The right tool, within grasp

FFCC Commissioner Dame Fiona Reynolds responds to the House of Lords Committee report on Land Use and their recommendation for a Land Use Framework.

13th December 2022

One of the first lessons economics students learn is that the building blocks of the economy are labour, enterprise, capital and land.  Yet government policy focuses almost entirely on the first three, and consistently overlooks the last. This is problematic when so many important government targets, from housing and energy to water, farming and nature are reliant on choices about how we use land. 

Currently, there is no mechanism in England for making decisions about land or managing competing ambitions for it.

As a result, too little is getting done, and tensions proliferate. Major projects come forward in isolation and are often contentious. New housing developments, too often sited inappropriately, are met with fierce local opposition. New onshore wind development is effectively banned. Tree planting targets are missed. Farming reforms struggle to engage farmers. The list goes on.

To get a better grip on how we use and allocate land, the government has committed to publishing a Land Use Framework for England in 2023. Today, a House of Lords committee published the findings of its recent inquiry into the subject, drawing on written and oral evidence from a range of experts in the UK and beyond.

It’s therefore a huge moment of opportunity to ensure government commitments get delivered in a sustainable way through better use of land.
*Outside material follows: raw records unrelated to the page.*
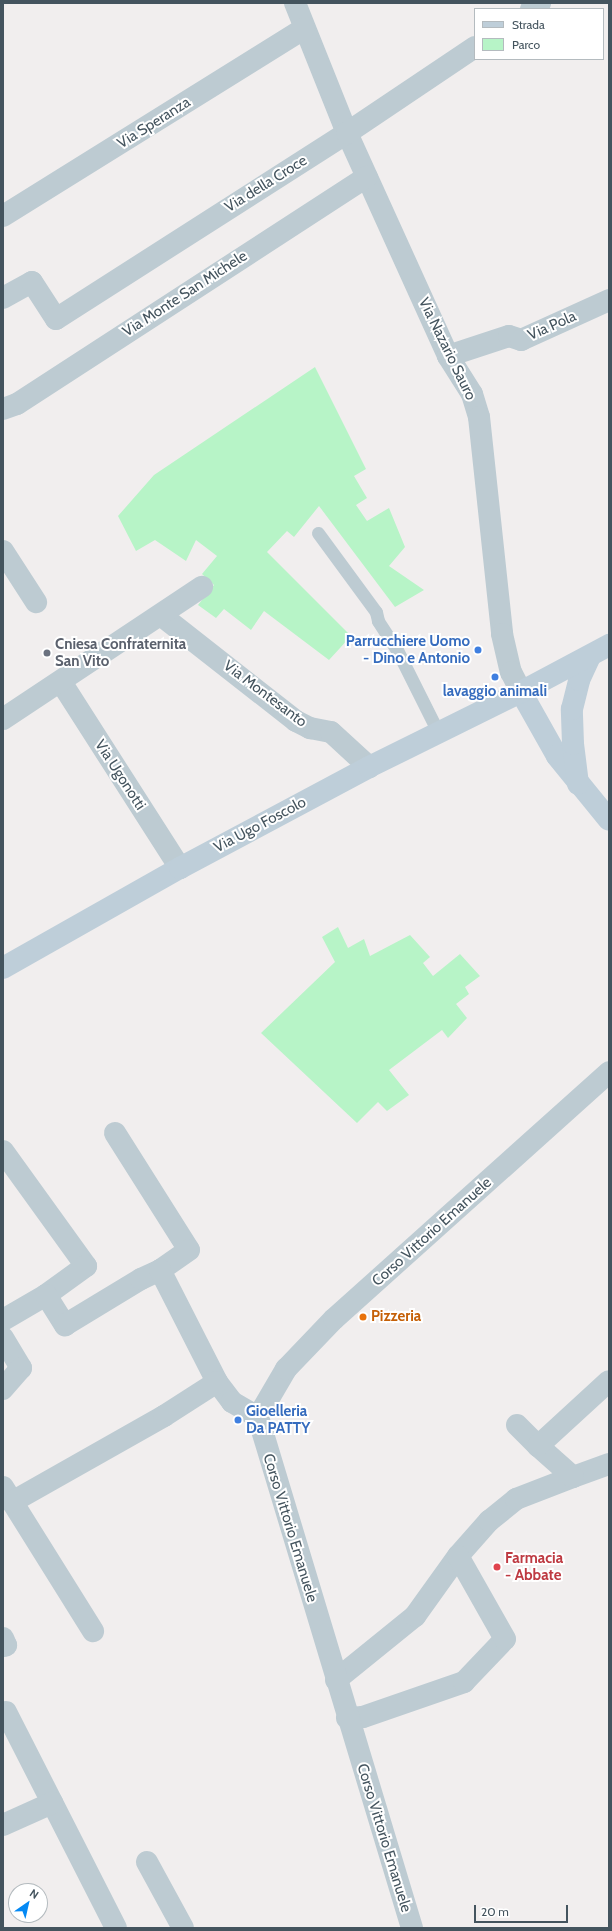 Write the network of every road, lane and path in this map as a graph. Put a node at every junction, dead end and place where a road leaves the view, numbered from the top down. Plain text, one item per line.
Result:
1 (295, 3) edge
2 (304, 29) junction
3 (474, 48) edge
4 (347, 134) junction
5 (367, 177) junction
6 (3, 216) edge
7 (3, 298) edge
8 (609, 300) edge
9 (448, 356) junction
10 (3, 410) edge
11 (318, 533) dead end
12 (3, 551) edge
13 (10, 579) edge
14 (202, 587) dead end
15 (36, 602) dead end
16 (162, 616) junction
17 (609, 645) edge
18 (590, 656) junction
19 (61, 682) junction
20 (521, 692) junction
21 (3, 719) edge
22 (438, 732) junction
23 (369, 766) junction
24 (578, 785) junction
25 (609, 820) edge
26 (180, 868) junction
27 (3, 968) edge
28 (609, 1072) edge
29 (115, 1134) dead end
30 (3, 1151) edge
31 (160, 1270) junction
32 (46, 1295) junction
33 (3, 1320) edge
34 (3, 1338) edge
35 (609, 1381) edge
36 (217, 1382) junction
37 (3, 1388) edge
38 (258, 1417) junction
39 (517, 1425) dead end
40 (538, 1446) junction
41 (609, 1464) edge
42 (573, 1477) junction
43 (7, 1496) edge
44 (458, 1556) junction
45 (93, 1631) dead end
46 (3, 1638) edge
47 (3, 1646) edge
48 (336, 1680) junction
49 (6, 1712) dead end
50 (347, 1718) junction
51 (52, 1803) junction
52 (3, 1825) edge
53 (147, 1862) dead end
54 (116, 1928) edge
55 (183, 1928) edge
56 (412, 1928) edge

1 - 2 street, Via Nazario Sauro
2 - 4 street, Via Nazario Sauro
2 - 6 street, Via Speranza
3 - 4 street, Via della Croce
4 - 5 street, Via Nazario Sauro
4 - 7 street, Via della Croce
5 - 9 street, Via Nazario Sauro
5 - 10 street, Via Monte San Michele
8 - 9 street, Via Pola
9 - 20 street, Via Nazario Sauro
11 - 22 lane
12 - 13 street
13 - 15 street
14 - 16 street
16 - 19 street
16 - 23 street, Via Montesanto
17 - 18 street, Via Ugo Foscolo
18 - 20 street, Via Ugo Foscolo
18 - 24 street
19 - 21 street
19 - 26 street, Via Ugonotti
20 - 22 street, Via Ugo Foscolo
20 - 24 street
22 - 23 street, Via Ugo Foscolo
23 - 26 street, Via Ugo Foscolo
24 - 25 street
26 - 27 street, Via Ugo Foscolo
28 - 38 street, Corso Vittorio Emanuele
29 - 31 street
30 - 32 street
31 - 32 street
31 - 36 street
32 - 33 street
34 - 37 street
35 - 40 street
36 - 38 street
36 - 43 street
38 - 48 street, Corso Vittorio Emanuele
39 - 40 street
40 - 42 street
41 - 42 street
42 - 44 street
43 - 45 street
44 - 48 street
44 - 50 street
46 - 47 street
48 - 50 street, Corso Vittorio Emanuele
49 - 51 street
50 - 56 street, Corso Vittorio Emanuele
51 - 52 street
51 - 54 street
53 - 55 street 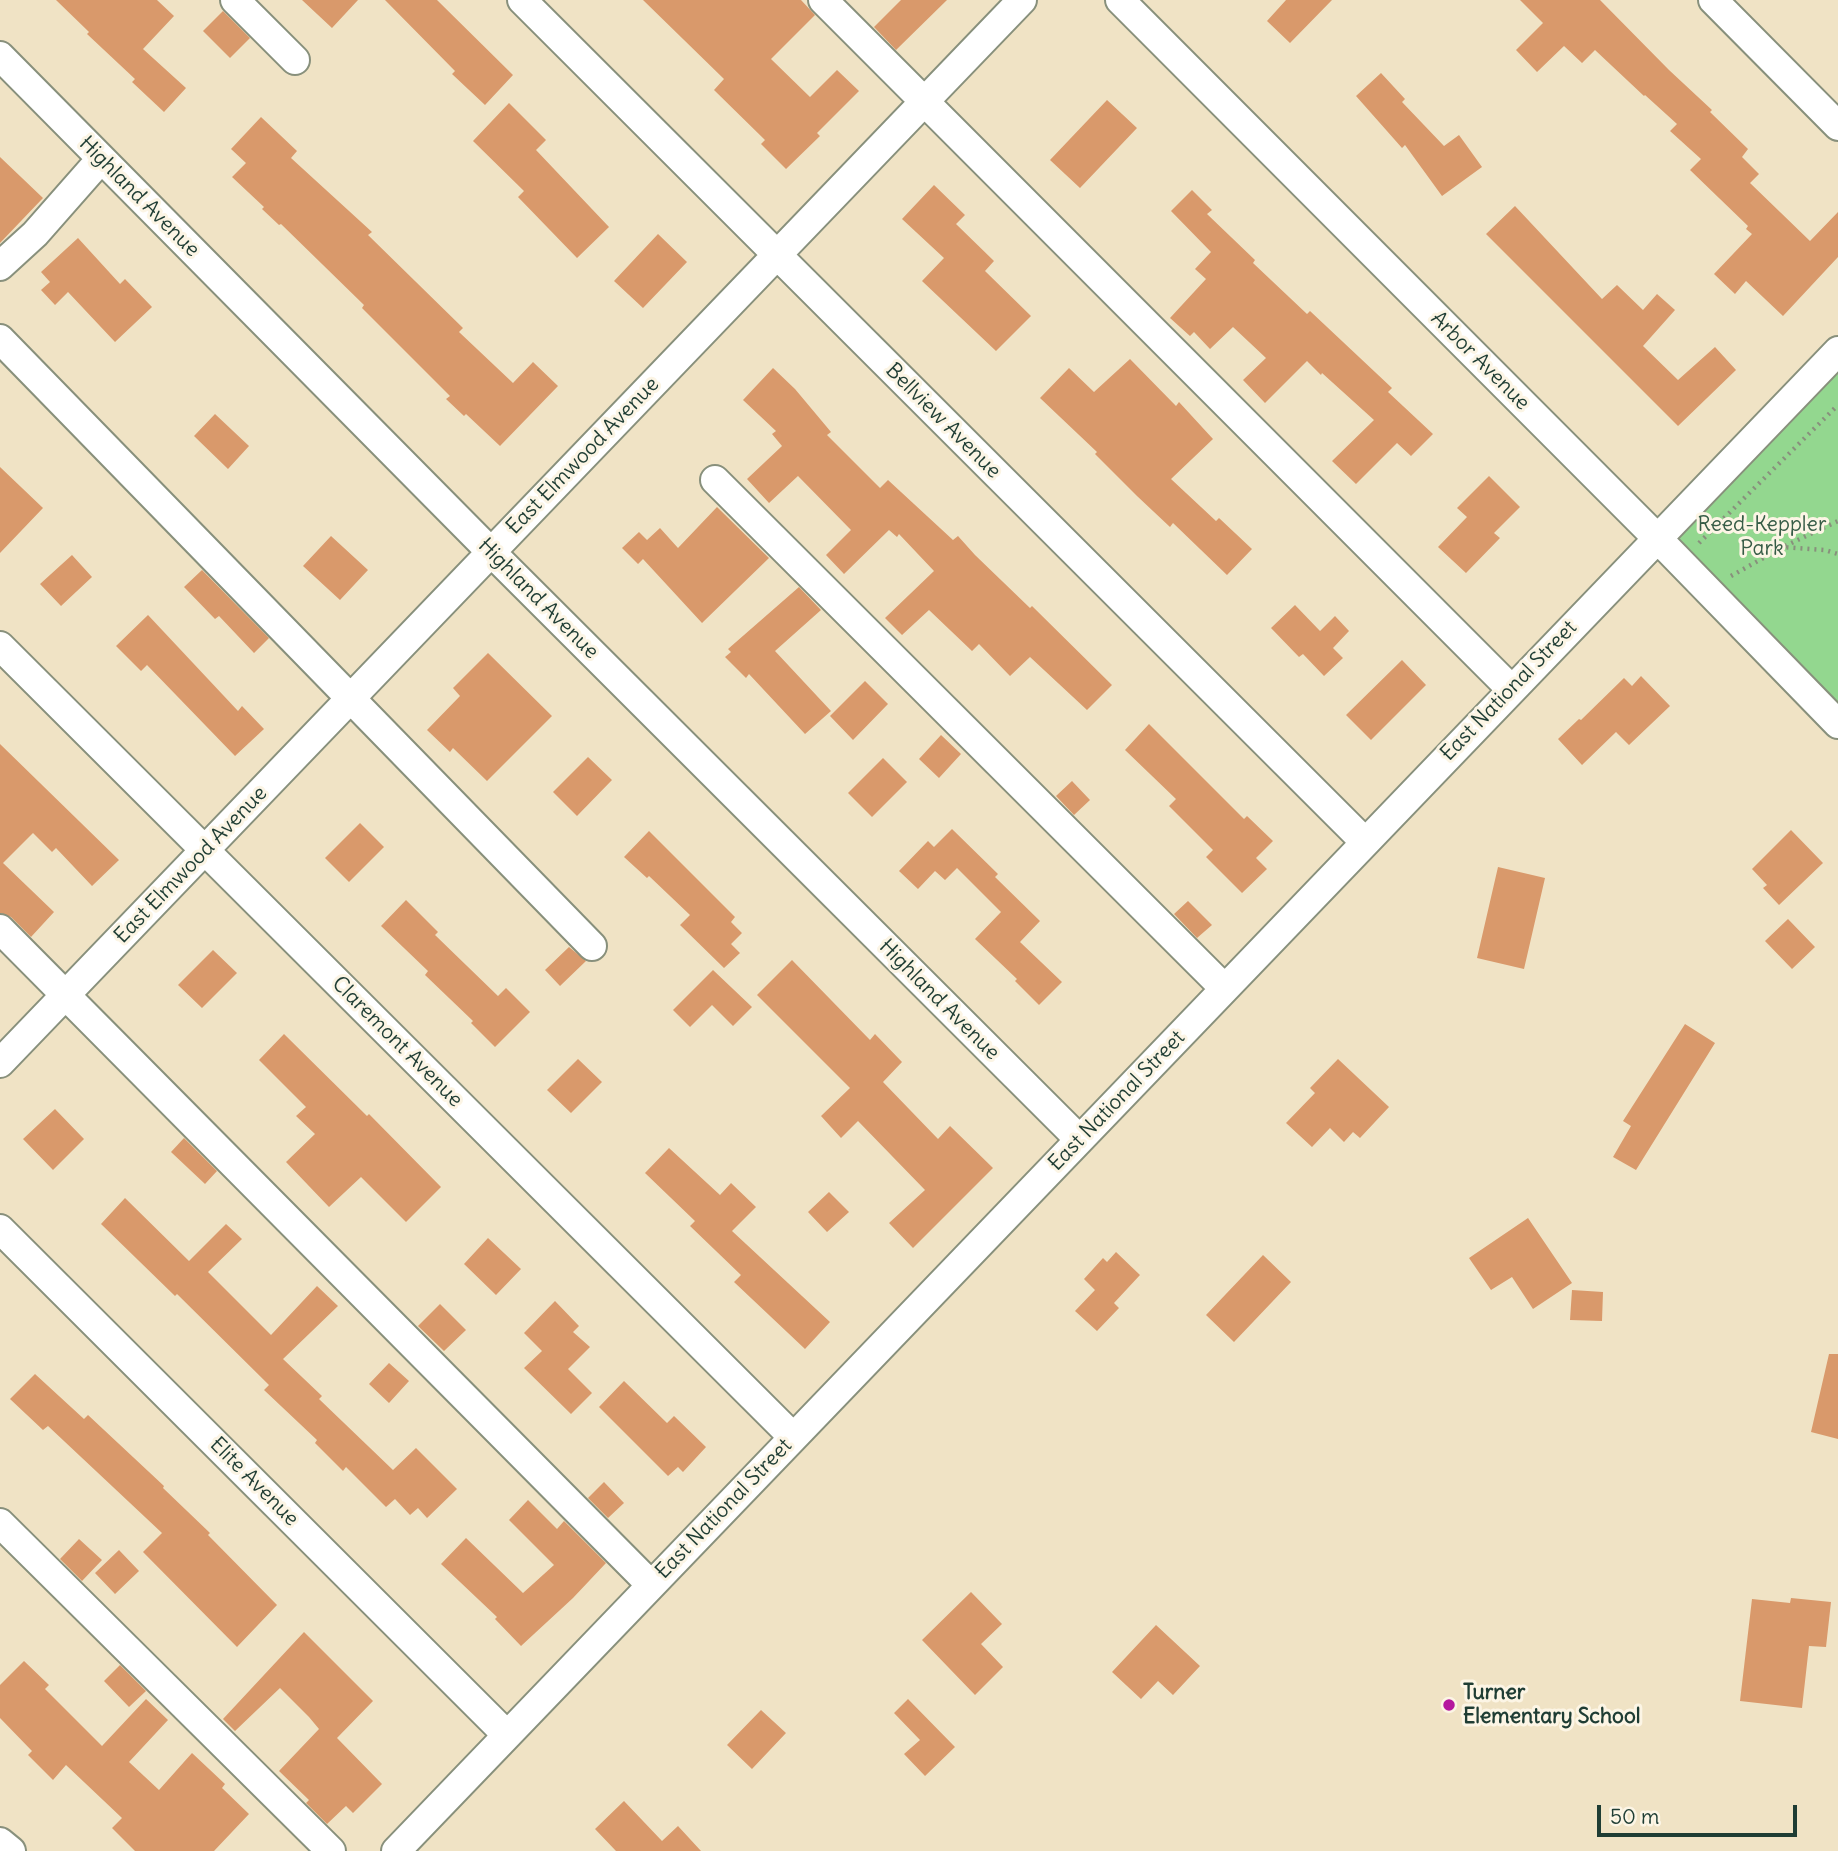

The report provides assurance on two critical issues that FFCC has long been making the case for.  The first is that the framework must cover the full gamut of issues that affect the land, both those that fall within the land use planning system (like housing and infrastructure) and those (like farming and nature) that are outside it, or it will fall at the first hurdle. The report is very clear that the Framework must be owned across government and cover all major land uses.

Without this it will be a missed opportunity to deliver better value for the public by breaking decision making out of silos.

The second is that the national framework must dovetail with more local ones to ensure legitimacy and effective engagement with people.  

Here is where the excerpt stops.